Stored data entries
○ ○ ○ ○ ○ ○ ○
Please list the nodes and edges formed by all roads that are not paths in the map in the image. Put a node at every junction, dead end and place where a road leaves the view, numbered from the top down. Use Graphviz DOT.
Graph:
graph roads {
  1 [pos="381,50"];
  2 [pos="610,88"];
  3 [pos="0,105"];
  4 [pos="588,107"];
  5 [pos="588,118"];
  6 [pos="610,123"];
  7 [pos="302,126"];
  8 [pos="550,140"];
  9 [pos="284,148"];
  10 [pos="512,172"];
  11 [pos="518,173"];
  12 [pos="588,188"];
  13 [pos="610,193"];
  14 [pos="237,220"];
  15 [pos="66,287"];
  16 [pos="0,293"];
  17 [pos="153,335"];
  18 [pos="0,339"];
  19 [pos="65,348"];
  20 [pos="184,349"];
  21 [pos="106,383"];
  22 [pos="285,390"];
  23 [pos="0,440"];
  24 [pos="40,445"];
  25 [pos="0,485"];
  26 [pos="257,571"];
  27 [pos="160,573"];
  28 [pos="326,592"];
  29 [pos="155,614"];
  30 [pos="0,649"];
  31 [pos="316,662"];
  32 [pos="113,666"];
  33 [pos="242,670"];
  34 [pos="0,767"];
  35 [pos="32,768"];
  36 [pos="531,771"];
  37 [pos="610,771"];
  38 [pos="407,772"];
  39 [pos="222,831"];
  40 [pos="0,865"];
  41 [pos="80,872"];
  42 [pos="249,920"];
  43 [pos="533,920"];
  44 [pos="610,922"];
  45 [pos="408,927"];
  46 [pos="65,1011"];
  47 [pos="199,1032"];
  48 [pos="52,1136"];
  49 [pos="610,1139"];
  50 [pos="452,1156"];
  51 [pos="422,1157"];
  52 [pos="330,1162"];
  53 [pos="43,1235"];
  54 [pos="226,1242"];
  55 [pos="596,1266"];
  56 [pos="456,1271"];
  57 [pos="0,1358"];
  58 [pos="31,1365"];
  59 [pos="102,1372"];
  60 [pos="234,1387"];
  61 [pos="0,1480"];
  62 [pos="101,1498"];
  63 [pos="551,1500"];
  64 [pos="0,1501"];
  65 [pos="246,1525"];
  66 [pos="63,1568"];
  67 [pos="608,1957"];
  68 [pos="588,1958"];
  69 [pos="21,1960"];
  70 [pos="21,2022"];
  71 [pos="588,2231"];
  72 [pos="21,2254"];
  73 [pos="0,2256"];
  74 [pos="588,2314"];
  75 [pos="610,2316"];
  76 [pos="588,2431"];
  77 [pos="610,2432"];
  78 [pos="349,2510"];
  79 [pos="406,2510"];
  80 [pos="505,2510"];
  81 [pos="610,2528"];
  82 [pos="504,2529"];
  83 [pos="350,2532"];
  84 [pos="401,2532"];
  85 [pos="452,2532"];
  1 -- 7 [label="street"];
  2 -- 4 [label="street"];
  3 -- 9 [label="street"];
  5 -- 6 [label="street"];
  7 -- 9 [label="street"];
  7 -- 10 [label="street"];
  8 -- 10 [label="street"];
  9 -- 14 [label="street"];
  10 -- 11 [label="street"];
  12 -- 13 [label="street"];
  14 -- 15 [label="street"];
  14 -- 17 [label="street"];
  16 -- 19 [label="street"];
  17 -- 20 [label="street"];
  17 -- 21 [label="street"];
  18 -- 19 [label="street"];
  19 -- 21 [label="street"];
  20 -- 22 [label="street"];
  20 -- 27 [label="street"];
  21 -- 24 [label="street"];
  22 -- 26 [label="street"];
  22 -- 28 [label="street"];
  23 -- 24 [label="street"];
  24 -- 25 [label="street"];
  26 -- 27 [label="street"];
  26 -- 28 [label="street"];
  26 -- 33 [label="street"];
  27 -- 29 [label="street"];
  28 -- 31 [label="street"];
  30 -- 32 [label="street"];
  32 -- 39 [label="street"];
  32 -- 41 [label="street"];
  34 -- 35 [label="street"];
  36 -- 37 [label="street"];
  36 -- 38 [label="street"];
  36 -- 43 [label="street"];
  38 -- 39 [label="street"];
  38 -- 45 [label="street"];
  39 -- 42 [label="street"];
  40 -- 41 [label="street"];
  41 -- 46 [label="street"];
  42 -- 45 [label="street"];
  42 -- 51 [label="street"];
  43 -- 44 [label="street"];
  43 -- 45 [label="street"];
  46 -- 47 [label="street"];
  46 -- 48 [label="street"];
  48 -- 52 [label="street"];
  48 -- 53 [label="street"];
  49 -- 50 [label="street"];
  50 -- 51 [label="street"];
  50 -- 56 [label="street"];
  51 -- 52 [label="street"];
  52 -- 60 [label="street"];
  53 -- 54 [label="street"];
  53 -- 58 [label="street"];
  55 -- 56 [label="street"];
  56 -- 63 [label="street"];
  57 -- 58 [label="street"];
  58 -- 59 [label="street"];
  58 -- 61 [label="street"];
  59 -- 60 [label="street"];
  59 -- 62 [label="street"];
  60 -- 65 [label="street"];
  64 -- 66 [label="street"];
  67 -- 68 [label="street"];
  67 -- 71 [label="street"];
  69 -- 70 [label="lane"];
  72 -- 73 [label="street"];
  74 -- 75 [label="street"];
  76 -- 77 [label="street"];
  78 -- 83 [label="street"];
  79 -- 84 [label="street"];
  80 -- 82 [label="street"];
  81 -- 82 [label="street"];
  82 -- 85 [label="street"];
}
○ ○ ○ ○ ○ ○ ○
» **About this task**:
Lines above with "roads" in them are the ones to copy.

» **Exercise response**:
Please list the nodes and edges formed by all roads that are not paths in the map in the image. Put a node at every junction, dead end and place where a road leaves the view, numbered from the top down. Use Graphviz DOT.
graph roads {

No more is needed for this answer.